Importantly though, these are all instants in time, and it would make sense to record them all within the order. Some aspects may be on a per-item basis rather than a per-order basis, such as stock allocation or even shipping - the order may be shipped in multiple deliveries. All of these are aspects that the product owner should be considering in the context of “customers can return items within 3 months”.
Let’s assume the product owner replies that for any given item, the customer can return that item within 3 months of it shipping. (So the returns window may vary between items even within the same order.) Great - this is already a lot more precise.
We’ll probably be recording various other instants, but we know we need to record the instant at which each item was shipped. That’s still not the final solution though. We know that “3 months” is a period, not a duration - and you can’t add a period to an instant. We’re going to have to derive some other information from that instant, in order to consider it in civil time. That means we have to consider calendar systems and time zones.
Tip: Store canonical information
We all know that product requirements can change. The decision of “the shipping time determines the returns window” could change - and so could the decisions we ask later on. If you keep all the “raw” information from the start, that allows you to change your decision later on. That means we should record all of the instants listed earlier… and store them as instants even if we later derive more information from them.
This is related to the earlier tip about retaining “what the user gave you” is important if the user specifies a date and/or time. The canonical information in that case isn’t an instant as recorded by a machine clock - it’s the user input.
First, we can ask the product owner what calendar system we should be using. This is likely to be a simple one: the Gregorian calendar system, regardless of the user. (If the product owner gives any other answer at that point, you should probably allow for a lot more testing time.)
Second, we can ask the product owner what time zone they’re interested in. This is where it’s useful to have a specific example to hand, in order to keep things concrete. You might want to give a scenario of:
A web server in Brazil,
… storing data in a database in New York
… placing an order for a company based in California
… shipping items from a warehouse in Texas
… for a customer with a billing address in Berlin, Germany
… shipping to an address in Sydney, Australia
The instant at which the item is considered “shipped” will represent different local times and possibly even different dates in each of those places. So what’s important here? One big hint: it almost certainly shouldn’t be the web server or database. Just about any other answer is plausible, but products should almost never behave differently based on the physical location of the computers involved, unless the users are sitting in front of those computers.
Even if the product owner thinks that’s a far-fetched situation, they should be able to decide what the right answer is, and document that decision. It also naturally forms the starting point of an acceptance test.

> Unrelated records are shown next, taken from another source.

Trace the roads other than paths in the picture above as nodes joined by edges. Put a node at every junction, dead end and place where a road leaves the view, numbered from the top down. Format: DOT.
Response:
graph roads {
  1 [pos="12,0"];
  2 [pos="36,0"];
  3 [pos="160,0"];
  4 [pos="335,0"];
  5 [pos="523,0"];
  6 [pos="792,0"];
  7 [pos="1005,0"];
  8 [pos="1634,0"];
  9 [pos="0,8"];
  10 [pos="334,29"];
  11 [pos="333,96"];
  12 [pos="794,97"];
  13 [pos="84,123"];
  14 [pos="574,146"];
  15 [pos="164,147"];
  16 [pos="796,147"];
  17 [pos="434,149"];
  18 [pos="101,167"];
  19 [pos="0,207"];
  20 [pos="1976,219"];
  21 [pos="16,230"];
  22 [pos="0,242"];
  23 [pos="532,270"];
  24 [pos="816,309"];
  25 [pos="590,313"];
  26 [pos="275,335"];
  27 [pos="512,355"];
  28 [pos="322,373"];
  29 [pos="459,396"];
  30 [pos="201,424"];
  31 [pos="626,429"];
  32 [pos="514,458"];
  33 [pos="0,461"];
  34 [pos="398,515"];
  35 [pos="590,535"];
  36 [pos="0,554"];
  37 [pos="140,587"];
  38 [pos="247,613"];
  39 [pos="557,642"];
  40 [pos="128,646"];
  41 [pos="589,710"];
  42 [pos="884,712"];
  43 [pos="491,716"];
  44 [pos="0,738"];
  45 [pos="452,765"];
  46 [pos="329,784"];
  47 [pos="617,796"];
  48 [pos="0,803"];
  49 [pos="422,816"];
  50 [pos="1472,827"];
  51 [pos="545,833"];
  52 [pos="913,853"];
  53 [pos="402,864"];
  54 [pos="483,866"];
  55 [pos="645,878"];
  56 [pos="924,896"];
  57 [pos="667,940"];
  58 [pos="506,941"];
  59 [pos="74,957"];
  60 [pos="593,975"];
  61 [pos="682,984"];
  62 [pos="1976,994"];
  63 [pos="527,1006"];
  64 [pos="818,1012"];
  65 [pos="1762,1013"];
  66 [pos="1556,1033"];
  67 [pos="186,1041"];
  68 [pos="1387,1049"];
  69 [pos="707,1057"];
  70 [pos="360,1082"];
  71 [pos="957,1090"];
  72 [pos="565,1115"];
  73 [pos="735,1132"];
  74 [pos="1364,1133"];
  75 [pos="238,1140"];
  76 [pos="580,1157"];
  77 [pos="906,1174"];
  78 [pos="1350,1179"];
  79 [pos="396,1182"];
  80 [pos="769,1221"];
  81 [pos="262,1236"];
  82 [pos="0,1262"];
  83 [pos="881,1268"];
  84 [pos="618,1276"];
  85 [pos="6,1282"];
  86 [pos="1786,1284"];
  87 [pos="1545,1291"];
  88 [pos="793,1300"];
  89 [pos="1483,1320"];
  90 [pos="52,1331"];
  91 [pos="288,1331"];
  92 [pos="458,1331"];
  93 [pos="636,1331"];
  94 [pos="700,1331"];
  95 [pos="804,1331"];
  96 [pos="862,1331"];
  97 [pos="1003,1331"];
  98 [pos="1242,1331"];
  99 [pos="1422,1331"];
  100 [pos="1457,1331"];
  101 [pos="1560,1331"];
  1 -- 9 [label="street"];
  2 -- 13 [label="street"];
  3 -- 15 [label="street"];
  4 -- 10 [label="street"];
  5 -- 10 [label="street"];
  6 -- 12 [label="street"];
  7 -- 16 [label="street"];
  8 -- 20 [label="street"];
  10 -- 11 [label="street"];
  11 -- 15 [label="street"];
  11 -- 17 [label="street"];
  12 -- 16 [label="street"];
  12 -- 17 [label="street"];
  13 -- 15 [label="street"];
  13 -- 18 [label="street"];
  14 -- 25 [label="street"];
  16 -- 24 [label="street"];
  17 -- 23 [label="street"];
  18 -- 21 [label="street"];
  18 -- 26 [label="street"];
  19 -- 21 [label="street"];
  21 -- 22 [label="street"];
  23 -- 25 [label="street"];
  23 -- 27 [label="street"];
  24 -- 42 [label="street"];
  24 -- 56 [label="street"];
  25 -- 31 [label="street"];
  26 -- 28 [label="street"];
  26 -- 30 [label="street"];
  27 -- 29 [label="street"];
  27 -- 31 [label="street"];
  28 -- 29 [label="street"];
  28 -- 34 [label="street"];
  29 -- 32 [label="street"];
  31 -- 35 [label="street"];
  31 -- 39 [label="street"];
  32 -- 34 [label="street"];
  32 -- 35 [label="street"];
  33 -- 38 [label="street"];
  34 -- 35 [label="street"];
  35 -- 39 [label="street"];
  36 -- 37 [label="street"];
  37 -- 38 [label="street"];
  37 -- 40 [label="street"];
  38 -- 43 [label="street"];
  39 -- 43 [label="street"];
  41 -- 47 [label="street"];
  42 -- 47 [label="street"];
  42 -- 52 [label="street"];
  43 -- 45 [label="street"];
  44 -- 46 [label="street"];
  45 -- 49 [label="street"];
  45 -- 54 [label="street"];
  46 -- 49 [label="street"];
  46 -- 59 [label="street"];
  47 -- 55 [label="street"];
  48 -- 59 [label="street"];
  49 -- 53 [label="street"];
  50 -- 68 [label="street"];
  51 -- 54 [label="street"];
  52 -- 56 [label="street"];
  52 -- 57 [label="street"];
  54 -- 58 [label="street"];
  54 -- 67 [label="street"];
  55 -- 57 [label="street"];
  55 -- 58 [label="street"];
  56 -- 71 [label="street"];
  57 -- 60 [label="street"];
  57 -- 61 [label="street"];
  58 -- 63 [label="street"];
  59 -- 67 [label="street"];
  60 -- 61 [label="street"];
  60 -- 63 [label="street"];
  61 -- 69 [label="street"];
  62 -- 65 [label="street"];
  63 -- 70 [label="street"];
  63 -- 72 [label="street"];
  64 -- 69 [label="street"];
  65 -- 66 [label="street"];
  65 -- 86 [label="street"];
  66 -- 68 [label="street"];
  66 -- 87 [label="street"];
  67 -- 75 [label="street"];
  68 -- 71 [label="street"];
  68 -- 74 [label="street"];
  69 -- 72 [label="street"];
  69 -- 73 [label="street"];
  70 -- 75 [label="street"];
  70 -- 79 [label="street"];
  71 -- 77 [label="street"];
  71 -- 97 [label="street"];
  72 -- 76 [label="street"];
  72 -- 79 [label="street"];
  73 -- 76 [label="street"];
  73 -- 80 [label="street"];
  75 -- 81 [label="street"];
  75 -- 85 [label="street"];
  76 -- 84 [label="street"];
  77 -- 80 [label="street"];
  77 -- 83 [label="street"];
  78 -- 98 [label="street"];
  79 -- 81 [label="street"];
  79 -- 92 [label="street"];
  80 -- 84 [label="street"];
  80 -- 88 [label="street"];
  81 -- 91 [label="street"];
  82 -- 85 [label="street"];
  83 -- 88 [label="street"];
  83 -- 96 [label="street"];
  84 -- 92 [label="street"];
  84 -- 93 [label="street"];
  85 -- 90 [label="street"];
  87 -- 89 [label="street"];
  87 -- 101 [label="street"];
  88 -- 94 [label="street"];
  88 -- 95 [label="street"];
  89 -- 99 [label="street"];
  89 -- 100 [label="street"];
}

Let’s suppose the product owner answers that the relevant time zone is the one we’re shipping to - so Sydney, Australia, in this case. Fantastic. That probably doesn’t mean we need to store any more information: we’ve already got the location we’re shipping to (from which we can derive the time zone), the instant at which the item shipped as a canonical starting point, and the “always use the Gregorian calendar” decision from earlier on. We can convert the instant into a local time at the shipping location whenever we want to. It may be useful to store that directly in the database, but that’s an implementation detail.
With that information in hand, we can move on to the rest of the questions about this feature.
The broad statement of “customers can return items within 3 months” needs all kinds of clarifications. We’ve identified the starting point of that 3 months, but there’s still a lot more detail required before we can start implementing anything. Of course, any product owner doing their job properly would put in a lot of that detail into the requirements naturally, but we’re focusing on the date/time-related details.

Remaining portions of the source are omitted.